A radical change in sheep management is on the cards at Fearn Farm. Carol McLaren reports
John Scott plans a new management system for the family’s sheep enterprise to reduce labour and improve flock health.
The details of the overhaul have to be thrashed out by the sheep sub-committee as part of Fearn’s Monitor Farm involvement, says John. Proposed plans include a move away from housing ewes through the winter, a system the family has been operating for more than 20 years.
“We are looking at leaving the ewes outside and not shearing them, with the aim of having a less labour-intensive system,” says John.
Similarly, the farm’s machinery fleet has been receiving attention. John and his father, James, looked at replacing their three-year-old JCB Loadall, the main workhorse on the farm. But with stock and crop returns more uncertain than expected, that plan has been shelved.
“One of our big problems at the moment is cash-flow. Foot-and-mouth restrictions have meant no cash coming in from pedigree stock sales, and the harvest is up to 10 days later than usual so there will be a delay in the grain cheque,” says John.
On top of that, the cold, wet conditions have meant their lambs are finishing significantly slower than usual, with 1000 still on the farm.
“Lack of sunshine has been the main problem. The lambs just haven’t come on as well as they usually do and we have now started feeding them,” he says. The lambs are being fed barley (0.1kg/head/day) from an ad-lib feeder.
Sheep have traditionally been the most profitable enterprise on the farm, so the falling lamb price is a real concern for the Scotts. All their lambs are sold at around 20kg to Highland marketing group, Mey Selections, which is still paying 15p/kg above the Scottish average.
The poor weather is also hitting the performance of the stubble turnip crop, which is struggling to establish. “The jury is out on the stubble turnips this year and we may well end up feeding silage to the cows. Last year the cows performed really well on the stubble turnips but the weather has just been too bad for the crop, which is in a very sandy field. The plants are there but they are really struggling,” says James.
Other arable crops’ performance has been mixed. Sequel and Amarena Winter barley yielded an average of 3t/acre, while Grace oilseed rape produced 1.5t/acre. Spring barley harvesting has just started, with the first two fields of Optic yielding 3t/acre and 2.7t/acre at 19% moisture.
All the malting barley (Optic and Catriona) is sold on contract to traders Frontier and Scotgrain. With market prices soaring for grain the Scotts’ contract prices, ranging from £117/t at 1.66%N to £125/t for under 1.4%N, look much less exciting than earlier in the year.
The weather has also hit winter forage plans. With a huge grass surplus earlier in the year there had been potential to make hay, but the rain put paid to that.

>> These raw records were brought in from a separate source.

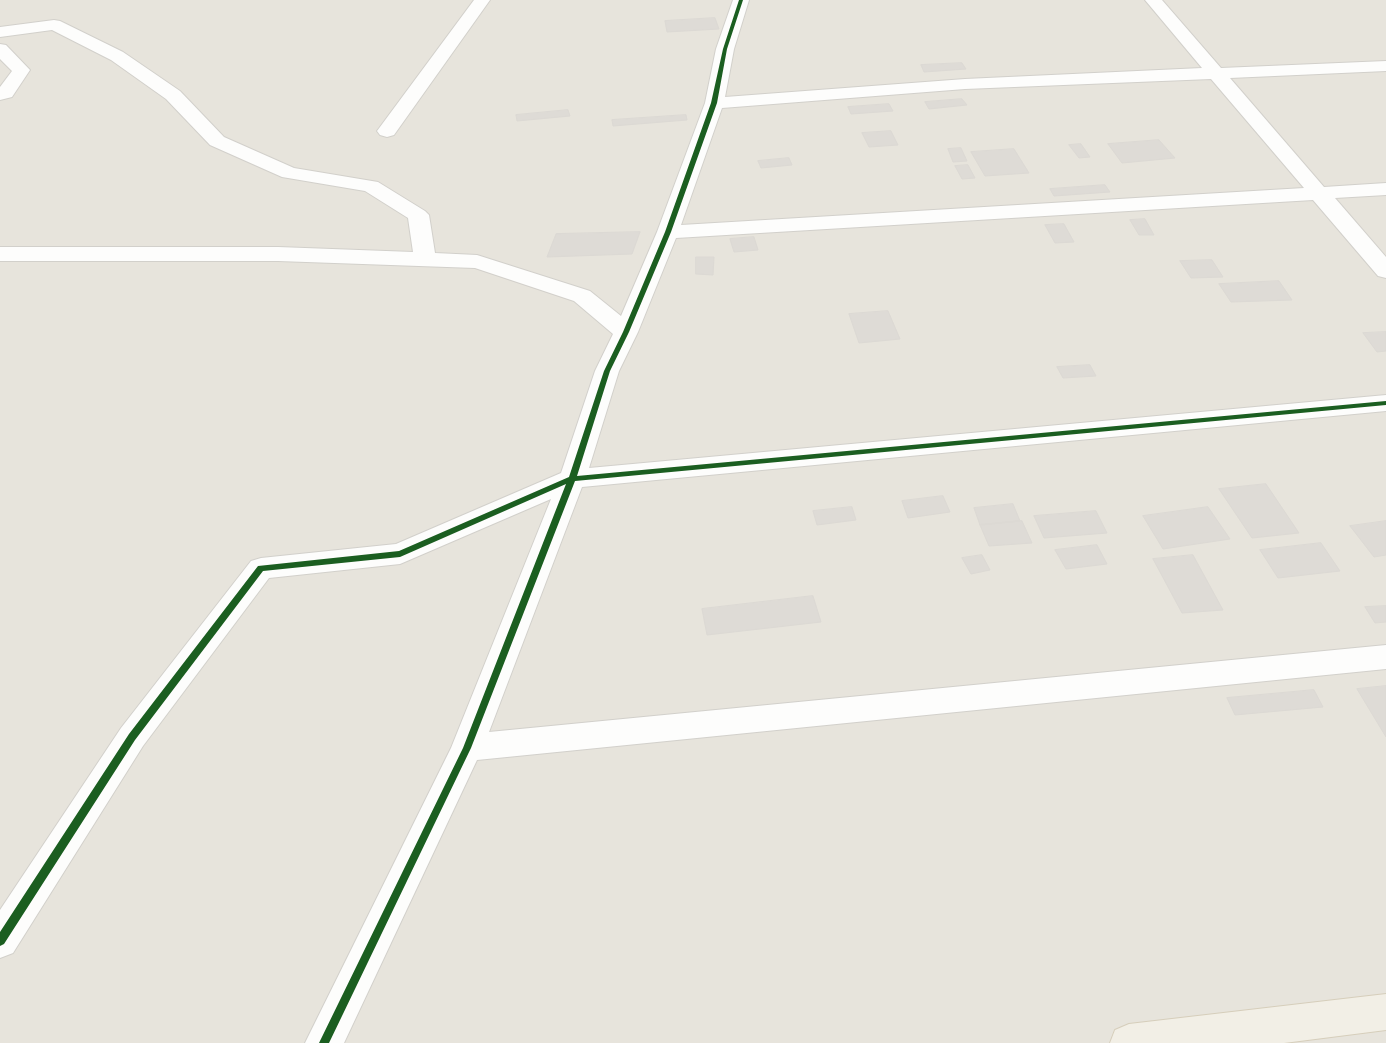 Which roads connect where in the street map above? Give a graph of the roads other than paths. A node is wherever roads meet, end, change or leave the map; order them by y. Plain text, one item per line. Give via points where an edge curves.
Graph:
1 (482, 0) edge
2 (741, 0) edge
3 (1153, 0) edge
4 (0, 32) edge
5 (0, 49) edge
6 (1386, 66) edge
7 (1218, 74) junction
8 (0, 94) edge
9 (714, 103) junction
10 (388, 131) dead end
11 (1386, 189) edge
12 (1320, 192) junction
13 (668, 232) junction
14 (0, 254) edge
15 (426, 259) junction
16 (1386, 271) edge
17 (626, 332) junction
18 (1386, 403) edge
19 (572, 479) junction
20 (1386, 657) edge
21 (467, 748) junction
22 (0, 941) edge
23 (1386, 1012) edge
24 (324, 1043) edge
25 (1129, 1043) edge

1 - 10 street
2 - 9 street
3 - 7 street
4 - 15 street via 54,25 117,56 173,94 217,141 289,173 371,186 418,215
5 - 8 street via 21,70 5,93
6 - 7 street
7 - 9 street via 964,84
7 - 12 street
9 - 13 street
11 - 12 street
12 - 13 street
12 - 16 street
13 - 17 street
14 - 15 street via 278,254
15 - 17 street via 477,262 582,296
17 - 19 street via 607,371
18 - 19 street
19 - 21 street
19 - 22 street via 400,554 261,568 132,737
20 - 21 street
21 - 24 street
23 - 25 main road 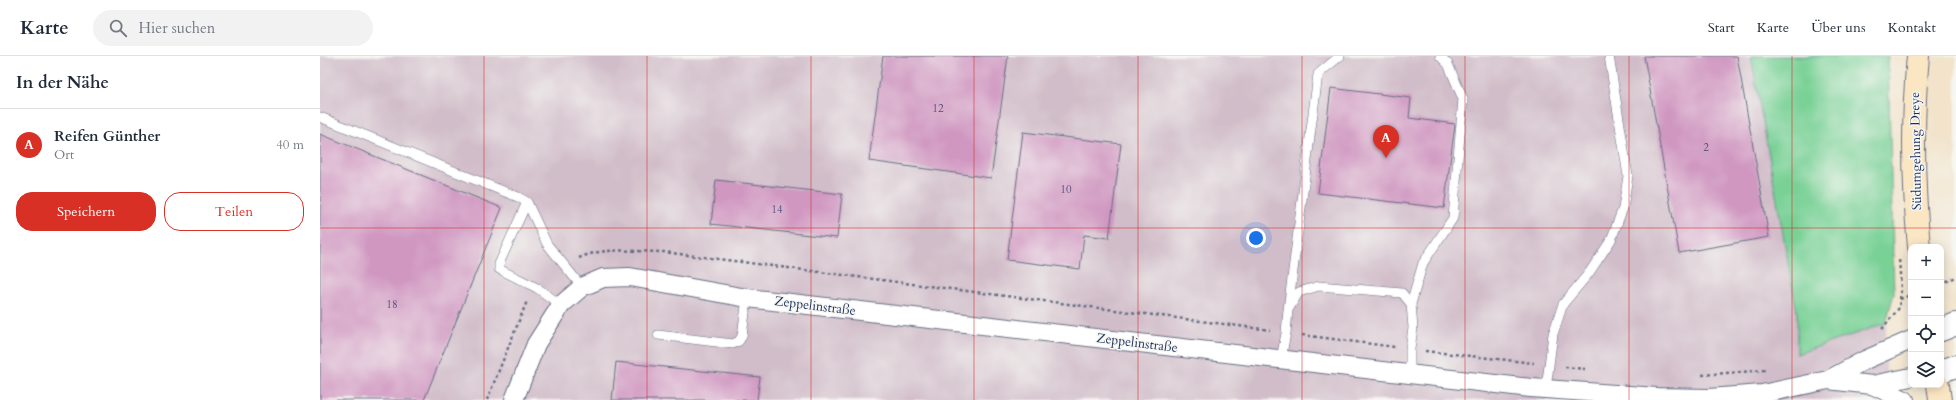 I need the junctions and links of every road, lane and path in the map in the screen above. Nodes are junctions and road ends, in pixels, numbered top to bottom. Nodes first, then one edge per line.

“Last year we made 150 bales of silage and 700 bales of hay, but this year we have ended up with 1000 bales of silage, a yield of about 12 bales/acre. We are planning to cut back on our grass acreage fairly drastically next year. With no oilseed rape – assuming set-aside goes – we are looking at increasing our spring barley by 140-150 acres,” says John.
A welcome new recruit is sixteen-year-old student John McLean, who has been at Fearn since June and is the sole employee on the farm.
John, from Huntly in Aberdeenshire, has thrown himself into the workload and the Scotts are delighted he has decided to take a year out to work with them before college.
“He is very enthusiastic, full of energy and coping admirably with working with us.” said John.
And the family is expecting further change. John and his wife, Fiona, are expecting a baby in January. The arrival of child number four to join James, Izzy and Lexie means a bigger family vehicle is needed, focusing John’s mind more than ever on the farm bank account.